TASK STATEMENT -> Print each line of the listing once more, precisely as given.

GIVEN DATA ->
<<<<

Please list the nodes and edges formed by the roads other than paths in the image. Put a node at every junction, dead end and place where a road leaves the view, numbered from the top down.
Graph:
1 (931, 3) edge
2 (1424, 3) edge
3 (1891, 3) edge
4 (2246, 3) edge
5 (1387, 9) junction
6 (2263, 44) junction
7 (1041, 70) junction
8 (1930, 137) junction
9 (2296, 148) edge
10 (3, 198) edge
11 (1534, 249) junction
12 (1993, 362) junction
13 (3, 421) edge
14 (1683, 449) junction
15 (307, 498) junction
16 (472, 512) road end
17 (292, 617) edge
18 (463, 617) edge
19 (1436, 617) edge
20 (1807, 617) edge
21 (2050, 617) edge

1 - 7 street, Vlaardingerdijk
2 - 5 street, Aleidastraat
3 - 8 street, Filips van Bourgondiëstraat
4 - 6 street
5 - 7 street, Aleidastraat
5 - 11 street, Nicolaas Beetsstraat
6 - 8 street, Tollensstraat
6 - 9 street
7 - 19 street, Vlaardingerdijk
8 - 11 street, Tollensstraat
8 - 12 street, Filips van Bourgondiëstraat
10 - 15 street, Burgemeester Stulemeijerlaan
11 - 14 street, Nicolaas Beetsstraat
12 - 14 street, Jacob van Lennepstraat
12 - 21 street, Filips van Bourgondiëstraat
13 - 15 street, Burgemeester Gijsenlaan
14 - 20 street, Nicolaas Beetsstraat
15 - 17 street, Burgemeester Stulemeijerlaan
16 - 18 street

>>>>

SOLUTION FOR THIS TASK ->
Please list the nodes and edges formed by the roads other than paths in the image. Put a node at every junction, dead end and place where a road leaves the view, numbered from the top down.
Graph:
1 (931, 3) edge
2 (1424, 3) edge
3 (1891, 3) edge
4 (2246, 3) edge
5 (1387, 9) junction
6 (2263, 44) junction
7 (1041, 70) junction
8 (1930, 137) junction
9 (2296, 148) edge
10 (3, 198) edge
11 (1534, 249) junction
12 (1993, 362) junction
13 (3, 421) edge
14 (1683, 449) junction
15 (307, 498) junction
16 (472, 512) road end
17 (292, 617) edge
18 (463, 617) edge
19 (1436, 617) edge
20 (1807, 617) edge
21 (2050, 617) edge

1 - 7 street, Vlaardingerdijk
2 - 5 street, Aleidastraat
3 - 8 street, Filips van Bourgondiëstraat
4 - 6 street
5 - 7 street, Aleidastraat
5 - 11 street, Nicolaas Beetsstraat
6 - 8 street, Tollensstraat
6 - 9 street
7 - 19 street, Vlaardingerdijk
8 - 11 street, Tollensstraat
8 - 12 street, Filips van Bourgondiëstraat
10 - 15 street, Burgemeester Stulemeijerlaan
11 - 14 street, Nicolaas Beetsstraat
12 - 14 street, Jacob van Lennepstraat
12 - 21 street, Filips van Bourgondiëstraat
13 - 15 street, Burgemeester Gijsenlaan
14 - 20 street, Nicolaas Beetsstraat
15 - 17 street, Burgemeester Stulemeijerlaan
16 - 18 street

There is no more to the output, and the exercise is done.